On the other hand unresolved scale‐up challenges have to be overcome in order to transfer the results from lab‐scale experiments to industrial scale, whereas maintenance of the amplitude of the acoustic power presents a main bottleneck at current state.48 If horns are applied as an US source their diameter has to be increased, which forces them to run at low amplitudes. A solution for this might be the Barbell Horn Ultrasonic Technology, for which amplification and equipment size are reported to be independent. Sound fields for small liquid volumes are well‐characterized and first studies for large equipment are already available.49, 50 Constructing industrial‐scale US equipment poses however further challenges concerning field generation and cavitational field distribution, for example, the installation of transducers on curved surfaces (as necessary for distillation columns) has hardly been examined.

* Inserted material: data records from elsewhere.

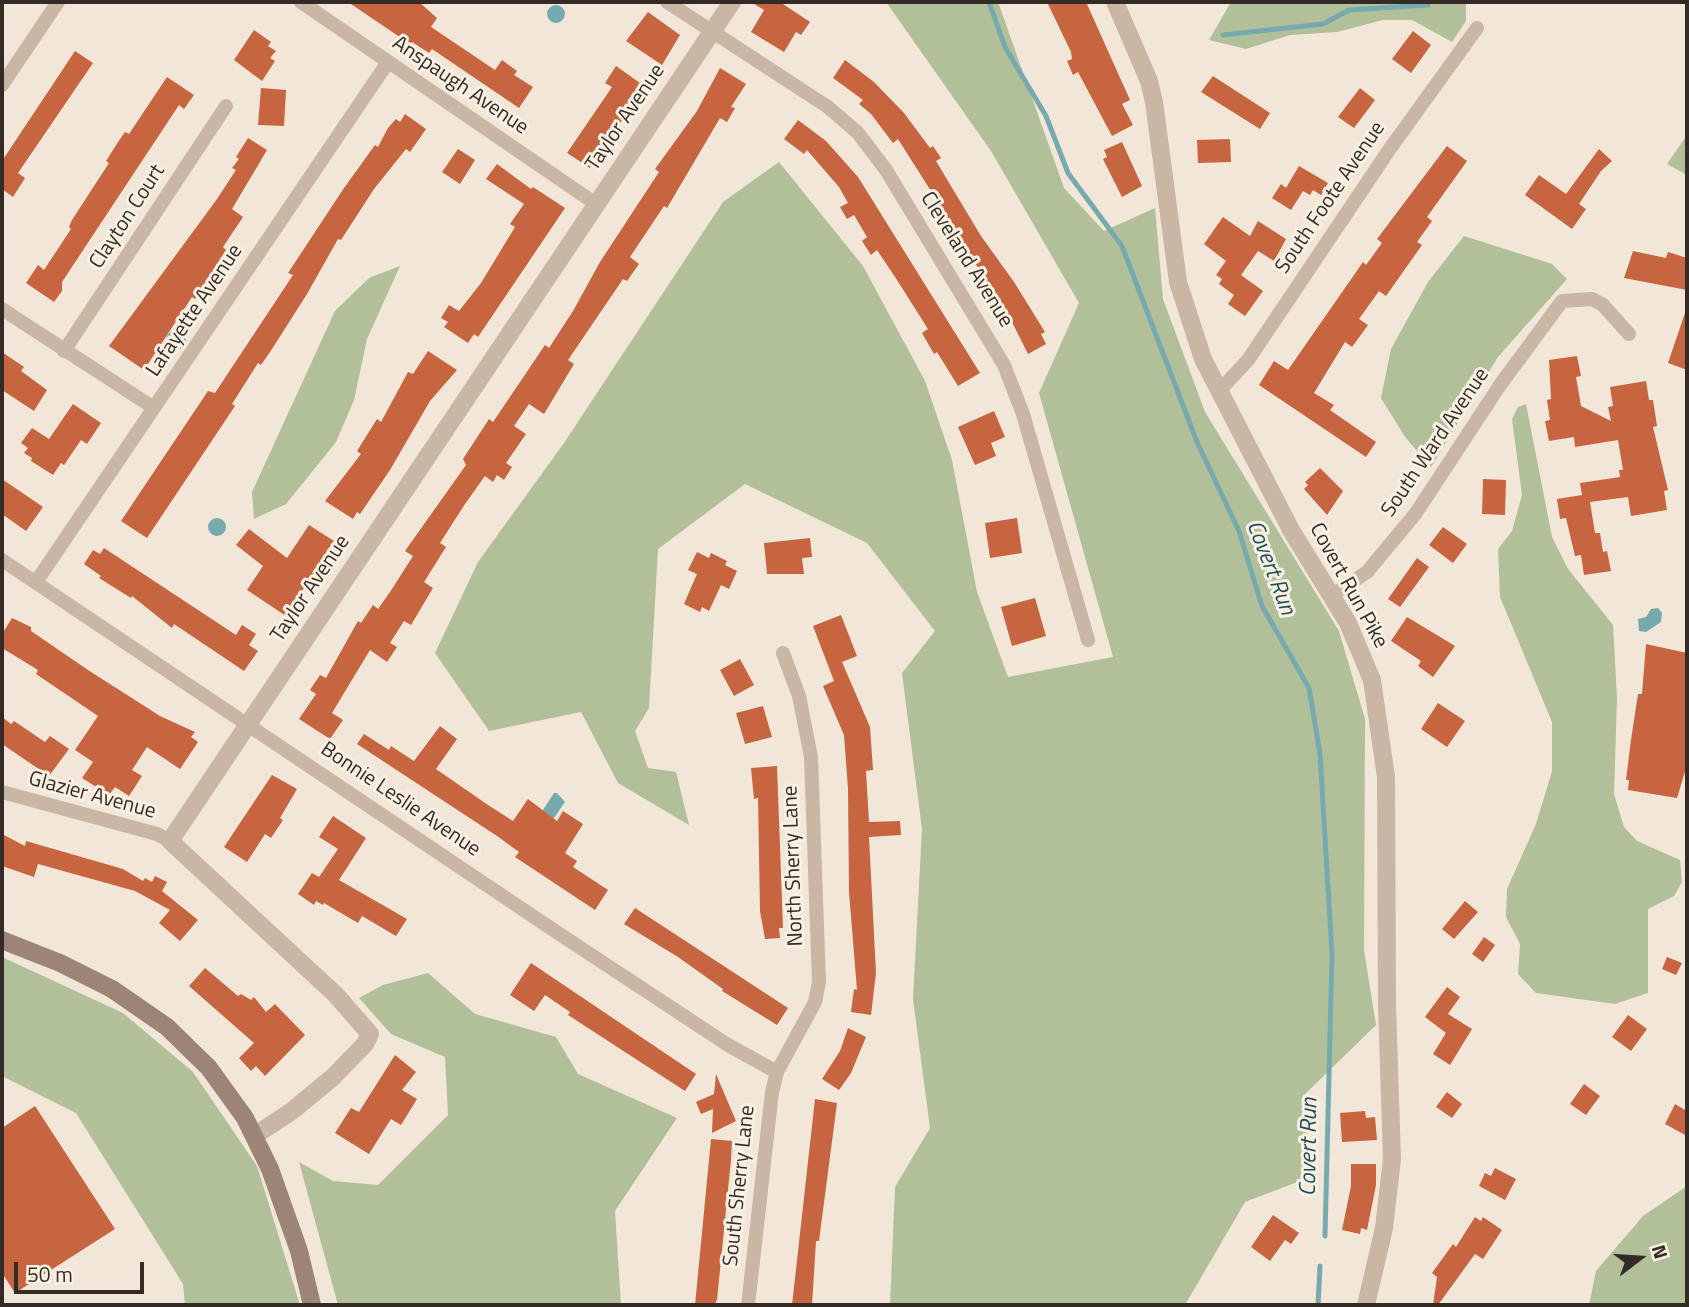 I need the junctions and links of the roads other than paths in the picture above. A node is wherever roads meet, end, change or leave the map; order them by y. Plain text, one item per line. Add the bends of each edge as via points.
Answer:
1 (58, 2) edge
2 (301, 2) edge
3 (667, 2) edge
4 (732, 2) edge
5 (1115, 2) edge
6 (1477, 28) dead end
7 (712, 31) junction
8 (388, 62) junction
9 (2, 85) edge
10 (226, 106) dead end
11 (596, 204) junction
12 (2, 309) edge
13 (1629, 334) dead end
14 (64, 351) junction
15 (1219, 391) junction
16 (154, 408) junction
17 (2, 560) edge
18 (36, 582) junction
19 (1331, 596) junction
20 (1088, 640) dead end
21 (783, 653) dead end
22 (249, 723) junction
23 (2, 792) edge
24 (170, 841) junction
25 (2, 940) edge
26 (776, 1072) junction
27 (254, 1136) junction
28 (312, 1305) edge
29 (748, 1305) edge
30 (1366, 1305) edge

1 - 9 street
2 - 8 street, Anspaugh Avenue
3 - 7 street, Cleveland Avenue
4 - 7 street, Taylor Avenue
5 - 15 street, Covert Run Pike via 1149,81 1178,282 1203,359
6 - 15 street, South Foote Avenue via 1389,149 1248,360
7 - 11 street, Taylor Avenue
7 - 20 street, Cleveland Avenue via 803,88 858,133 984,327 1023,414
8 - 11 street, Anspaugh Avenue
8 - 16 street, Lafayette Avenue
10 - 14 street, Clayton Court
11 - 22 street, Taylor Avenue
12 - 14 street
13 - 19 street, South Ward Avenue via 1592,299 1562,301 1416,513 1367,572
14 - 16 street
15 - 19 street, Covert Run Pike
16 - 18 street, Lafayette Avenue
17 - 18 street, Bonnie Leslie Avenue
18 - 22 street, Bonnie Leslie Avenue
19 - 30 street, Covert Run Pike via 1372,680 1386,777 1392,1159 1384,1228
21 - 26 street, North Sherry Lane via 799,696 811,757 819,982 816,1002
22 - 24 street, Taylor Avenue
22 - 26 street, Bonnie Leslie Avenue via 558,933
23 - 24 street, Glazier Avenue
24 - 27 street via 335,995 370,1034 333,1077
25 - 27 main road via 112,989 167,1027 209,1068
26 - 29 street, South Sherry Lane
27 - 28 main road via 292,1229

Nevertheless, the most important issue for implementation in industry is that the impact of US has to be sufficiently large providing economic benefits.

CONCLUSIONS

The use of US in extraction and crystallization processes enables large improvements in process rates and yields. An improvement in the extraction rate compared with batch extraction of more than 20 times was achieved for at least two processes in the ALTEREGO project. Large increases in the nucleation rate in crystallization have been shown as well, with US not needing to be continuously provided. A pulsed US operation achieves the same nucleation rate increase as the continuous US process, while at the same time decreasing the US duty by a factor of up to 10, depending on the process scale. An in‐depth analysis of US‐assisted technologies shows that the industrial potential and economic viability is still very much depending on the chemistry and type of process. A number of applications have been described here, but the library of compounds and reactions should be clearly expanded and explored, as well as the product properties that are evaluated and the knowledge on the exact moment in the process when/where US is applied.

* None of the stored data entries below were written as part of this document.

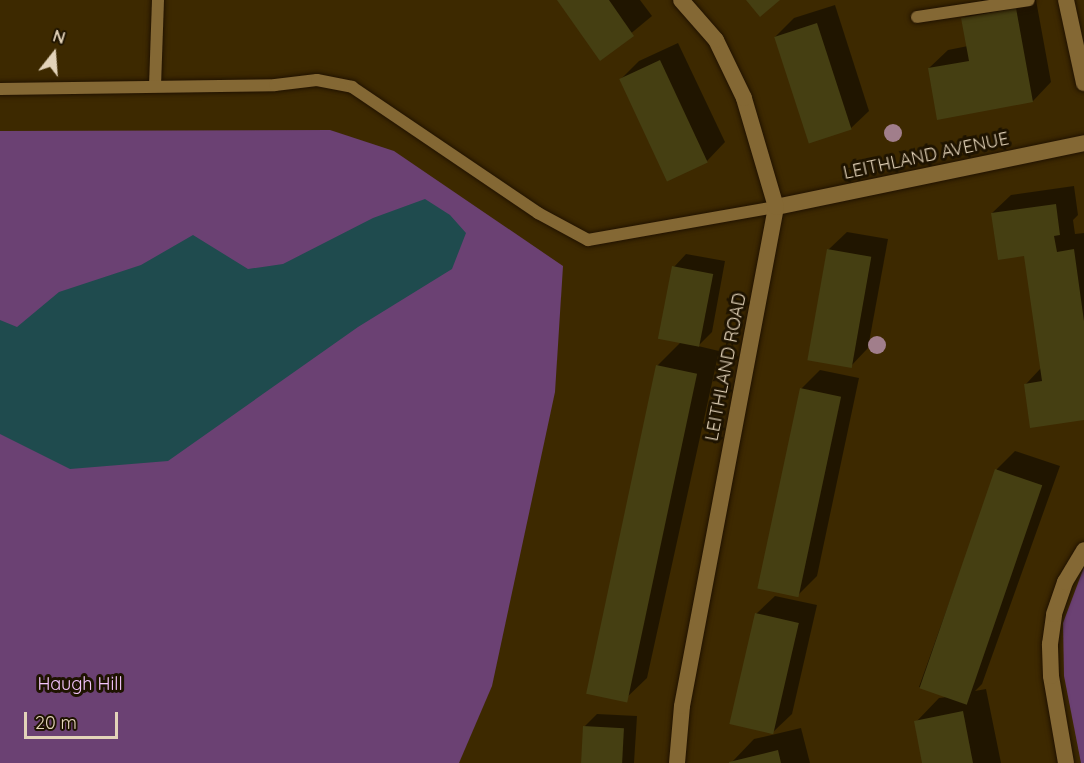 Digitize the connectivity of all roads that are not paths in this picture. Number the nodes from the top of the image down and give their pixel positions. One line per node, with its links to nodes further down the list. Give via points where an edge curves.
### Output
1 (158, 0): 7 (lane)
2 (681, 0): 10 (street, LEITHLAND ROAD, via 716,40 744,98)
3 (1029, 0): 5 (lane)
4 (1066, 0): 6 (street)
5 (917, 16)
6 (1084, 83)
7 (155, 86): 8 (lane); 10 (lane, via 275,85 317,80 352,87 538,213 588,240)
8 (0, 89)
9 (1084, 143): 10 (street, LEITHLAND AVENUE)
10 (776, 207): 12 (street, LEITHLAND ROAD, via 682,706)
11 (1084, 550): 13 (street, via 1065,582 1054,614 1050,644 1051,676)
12 (677, 763)
13 (1066, 763)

The novel field of ultrasound‐assisted enzymatic reactive distillation (US‐ERD) provides a lot of potential that still has to be carefully evaluated for the specific case of application, taking into account the strong integration of the different aspects of this innovative technology. Basic experimental investigations have to show a positive impact of ultrasound (US) on enzymatic reaction rates and the feasibility of ERD without US has to be demonstrated. Based on a dedicated ERD model that needs to be validated with regard to experimental data, accurate predictions for process performance can be made and the validated model can be utilized for a techno‐economic evaluation of the US‐ERD process with respect to the ERD and other alternative process configurations. The presented results indicated that cost advantages are to be expected if a sufficiently high increase in enzymatic reaction rates is achieved by US application, such that the additional costs required for US equipment are overcompensated by the process improvements obtained by the use of US.

The necessary steps to a successful implementation of US‐assisted crystallization and reactive distillation in industry have further been analyzed, showing that a fundamental understanding, the development of reliable models, and appropriate scale‐up methods are of utmost importance for this purpose. While basic equipment for the implementation is already applicable, the exact construction rules and methods are yet missing and there is much room for improvement. In accordance with these challenges, key research objectives to reach within a period of ten years and a roadmap were formulated in order to foster the implementation of US‐assisted technologies in the industrial environment.